GETEILTES LEID UND FREUDE
Wieder einmal holte mich ein Schließer aus der Zelle, wie ich glaubte, zum Verhör. Ich wurde aber in eine andere Richtung geschoben. Was mich wunderte war, dass man mir nicht die Handschellen anlegte. Ich traute meinen Augen nicht, als vor einer Zimmertür Halt geboten wurde. Ich erkannte die Aufschrift: „Besucherraum“.
Mir rutschte vor Schreck das Herz in die Hosentasche, als sich die Tür öffnete und ich meine Frau entdeckte. Als wir, durch eine Glasscheibe getrennt, uns gegenüber saßen, standen uns beiden die Freudentränen in den Augen. Durch ein Sprachgitter in der Scheibe war es möglich, miteinander zu reden. Es dauerte einige Minuten, bis es uns gelang, sachbezogen miteinander zu sprechen. Irene zog einen Zettel mit Notizen aus ihrer Tasche, die wir dann abarbeiteten. Wir hatten uns viel zu sagen. Es war mehr eine Berichterstattung von Irene, bei der sie auch Fragen stellte und ich sie beantwortete. Ich erfuhr, sie hatte erst Tage später von meinem Verbleib erfahren, es gab eine Hausdurchsuchung, der Betrieb musste geschlossen und die Technik verkauft werden, um eine angebliche Schuld an das Finanzamt zu zahlen. Zu all den Dingen machte ich Vorschläge und auch zur Abwicklung des Betriebes. Die dazu notwendigen Behördengänge muss Irene selbst erledigen und das wird lange so bleiben. Telefonieren, um sachbezogen zu helfen, war nur mit Genehmigung und unter Bewachung möglich. Die ein Stunde Sprechzeit pro Monat ging zu Ende, und ich durfte mich kurz von meiner Frau verabschieden. Eine Glanzleistung erbrachte der Schließer, als er mir vor den Augen meiner Frau die Handschellen anlegte. Beim Verlassen des Raumes versuchte ich noch, einen Blick zu erhaschen, aber mein Wächter versperrte mir die Sicht.
Anmerkung
Wieder in der Zelle angekommen, unternahm ich den Versuch, die Ereignisse in meiner Familie und im Betrieb zu ordnen. Es erschien mir wichtig, in einem Brief zu allen anliegenden familiären und betrieblichen Problemen umfassend Stellung zu nehmen. Diesen ließ ich durch meinen Anwalt meiner Frau als Vorgabe zur Lösung der anstehenden Arbeiten zukommen. Mir blieb nur die Hoffnung, dass es meiner Familie gelingen möge, der Belastung standzuhalten.

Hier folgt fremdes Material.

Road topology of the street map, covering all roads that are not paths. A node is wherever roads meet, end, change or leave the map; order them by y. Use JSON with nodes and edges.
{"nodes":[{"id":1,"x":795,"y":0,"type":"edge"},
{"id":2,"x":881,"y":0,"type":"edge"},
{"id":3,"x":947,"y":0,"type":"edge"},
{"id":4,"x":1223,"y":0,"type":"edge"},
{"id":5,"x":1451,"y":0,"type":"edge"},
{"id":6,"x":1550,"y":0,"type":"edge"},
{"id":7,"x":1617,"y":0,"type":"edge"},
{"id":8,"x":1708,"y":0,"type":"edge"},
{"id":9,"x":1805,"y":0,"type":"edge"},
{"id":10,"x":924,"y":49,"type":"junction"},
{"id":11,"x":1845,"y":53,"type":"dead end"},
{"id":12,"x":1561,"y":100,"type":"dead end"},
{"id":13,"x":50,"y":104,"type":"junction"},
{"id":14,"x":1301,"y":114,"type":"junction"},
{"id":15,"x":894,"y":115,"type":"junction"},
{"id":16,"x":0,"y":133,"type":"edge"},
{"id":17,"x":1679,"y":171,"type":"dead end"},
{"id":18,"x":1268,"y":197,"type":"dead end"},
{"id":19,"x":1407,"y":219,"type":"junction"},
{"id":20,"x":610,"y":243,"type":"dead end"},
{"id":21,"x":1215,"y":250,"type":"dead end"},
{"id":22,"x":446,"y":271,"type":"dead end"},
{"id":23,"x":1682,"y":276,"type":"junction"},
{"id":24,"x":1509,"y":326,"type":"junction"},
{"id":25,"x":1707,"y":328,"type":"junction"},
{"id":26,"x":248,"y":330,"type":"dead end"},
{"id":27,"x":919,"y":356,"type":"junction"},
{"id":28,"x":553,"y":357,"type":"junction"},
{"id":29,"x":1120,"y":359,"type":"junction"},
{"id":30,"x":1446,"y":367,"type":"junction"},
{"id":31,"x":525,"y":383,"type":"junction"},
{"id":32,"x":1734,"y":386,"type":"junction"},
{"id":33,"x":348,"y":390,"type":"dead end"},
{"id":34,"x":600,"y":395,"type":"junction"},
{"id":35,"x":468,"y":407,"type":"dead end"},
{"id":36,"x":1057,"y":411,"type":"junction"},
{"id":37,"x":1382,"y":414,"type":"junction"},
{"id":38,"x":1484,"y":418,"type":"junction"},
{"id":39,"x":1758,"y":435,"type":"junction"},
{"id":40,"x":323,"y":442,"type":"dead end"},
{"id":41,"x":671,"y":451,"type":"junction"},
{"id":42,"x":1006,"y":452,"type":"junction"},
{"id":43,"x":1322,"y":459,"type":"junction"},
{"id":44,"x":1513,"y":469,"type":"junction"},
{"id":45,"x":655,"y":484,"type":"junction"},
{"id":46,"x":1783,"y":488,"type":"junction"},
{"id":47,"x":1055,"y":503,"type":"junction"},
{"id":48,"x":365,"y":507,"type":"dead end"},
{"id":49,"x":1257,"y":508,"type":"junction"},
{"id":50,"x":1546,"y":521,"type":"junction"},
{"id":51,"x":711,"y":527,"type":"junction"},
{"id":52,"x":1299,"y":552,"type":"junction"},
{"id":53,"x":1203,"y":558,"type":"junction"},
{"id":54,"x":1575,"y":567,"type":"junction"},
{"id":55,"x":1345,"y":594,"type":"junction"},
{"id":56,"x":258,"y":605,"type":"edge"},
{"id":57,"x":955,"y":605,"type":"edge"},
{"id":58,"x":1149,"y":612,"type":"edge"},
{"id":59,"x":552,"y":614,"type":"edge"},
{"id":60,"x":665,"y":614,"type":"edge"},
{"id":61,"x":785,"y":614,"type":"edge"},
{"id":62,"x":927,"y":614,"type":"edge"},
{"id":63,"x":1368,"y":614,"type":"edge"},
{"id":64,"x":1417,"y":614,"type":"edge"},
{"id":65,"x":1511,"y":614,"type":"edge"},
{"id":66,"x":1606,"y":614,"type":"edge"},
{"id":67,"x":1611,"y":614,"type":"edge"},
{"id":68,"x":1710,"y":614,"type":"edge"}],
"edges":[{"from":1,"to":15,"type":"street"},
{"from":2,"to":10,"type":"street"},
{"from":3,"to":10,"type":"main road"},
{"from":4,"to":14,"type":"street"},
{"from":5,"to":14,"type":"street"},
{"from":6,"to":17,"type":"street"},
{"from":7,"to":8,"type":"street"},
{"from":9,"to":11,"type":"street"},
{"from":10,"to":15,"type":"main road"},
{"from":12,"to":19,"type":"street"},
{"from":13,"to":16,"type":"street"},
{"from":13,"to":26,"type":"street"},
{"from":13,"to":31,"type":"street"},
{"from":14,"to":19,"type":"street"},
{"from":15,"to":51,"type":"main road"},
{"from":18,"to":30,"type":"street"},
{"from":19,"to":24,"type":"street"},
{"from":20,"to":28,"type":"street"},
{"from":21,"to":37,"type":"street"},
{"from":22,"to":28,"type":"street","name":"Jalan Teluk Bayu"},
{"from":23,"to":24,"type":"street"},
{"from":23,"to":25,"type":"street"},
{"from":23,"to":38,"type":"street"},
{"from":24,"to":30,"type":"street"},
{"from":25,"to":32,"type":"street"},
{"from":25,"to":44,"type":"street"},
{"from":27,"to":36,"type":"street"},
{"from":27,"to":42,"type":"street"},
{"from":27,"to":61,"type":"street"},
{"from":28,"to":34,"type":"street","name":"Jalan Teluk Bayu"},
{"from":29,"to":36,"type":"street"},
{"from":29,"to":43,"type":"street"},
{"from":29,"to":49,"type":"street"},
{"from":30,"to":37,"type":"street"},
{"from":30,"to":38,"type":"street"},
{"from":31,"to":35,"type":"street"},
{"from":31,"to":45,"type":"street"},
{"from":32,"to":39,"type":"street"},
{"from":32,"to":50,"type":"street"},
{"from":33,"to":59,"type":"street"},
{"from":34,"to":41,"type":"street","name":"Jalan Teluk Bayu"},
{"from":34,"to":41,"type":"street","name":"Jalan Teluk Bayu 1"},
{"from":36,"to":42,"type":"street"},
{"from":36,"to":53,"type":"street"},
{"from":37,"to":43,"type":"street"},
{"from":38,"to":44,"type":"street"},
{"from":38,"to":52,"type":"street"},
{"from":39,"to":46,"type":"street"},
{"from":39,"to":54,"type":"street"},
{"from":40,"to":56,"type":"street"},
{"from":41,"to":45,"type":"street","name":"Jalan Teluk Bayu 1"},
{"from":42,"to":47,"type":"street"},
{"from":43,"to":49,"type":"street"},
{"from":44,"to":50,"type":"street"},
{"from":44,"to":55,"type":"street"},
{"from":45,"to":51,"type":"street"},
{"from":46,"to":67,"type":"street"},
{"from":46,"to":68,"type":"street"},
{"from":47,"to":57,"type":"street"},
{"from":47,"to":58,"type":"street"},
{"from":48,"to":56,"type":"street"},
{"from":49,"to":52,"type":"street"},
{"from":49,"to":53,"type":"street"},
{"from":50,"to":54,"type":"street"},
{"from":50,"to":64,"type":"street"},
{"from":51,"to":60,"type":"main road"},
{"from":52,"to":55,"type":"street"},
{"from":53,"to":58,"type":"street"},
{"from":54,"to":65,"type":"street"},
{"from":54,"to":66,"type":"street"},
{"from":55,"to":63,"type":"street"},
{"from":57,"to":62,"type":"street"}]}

In meinen Gedanken versunken, was meiner Familie und mir zurzeit widerfährt, näherte sich Schwuli, um mich zu trösten. Ich begegnete ihm mit den Worten: „Deine Last ist schwer und unmenschlich, daran musst du arbeiten.“ In Anbetracht dessen, was er getan hatte und was ihm vorgeworfen wurde, kann aus meiner Sicht nicht gesühnt werden. Für diese Täter ist die Psychiatrie der einzige Ort, wo sie mit der Öffentlichkeit nicht in Berührung kommen.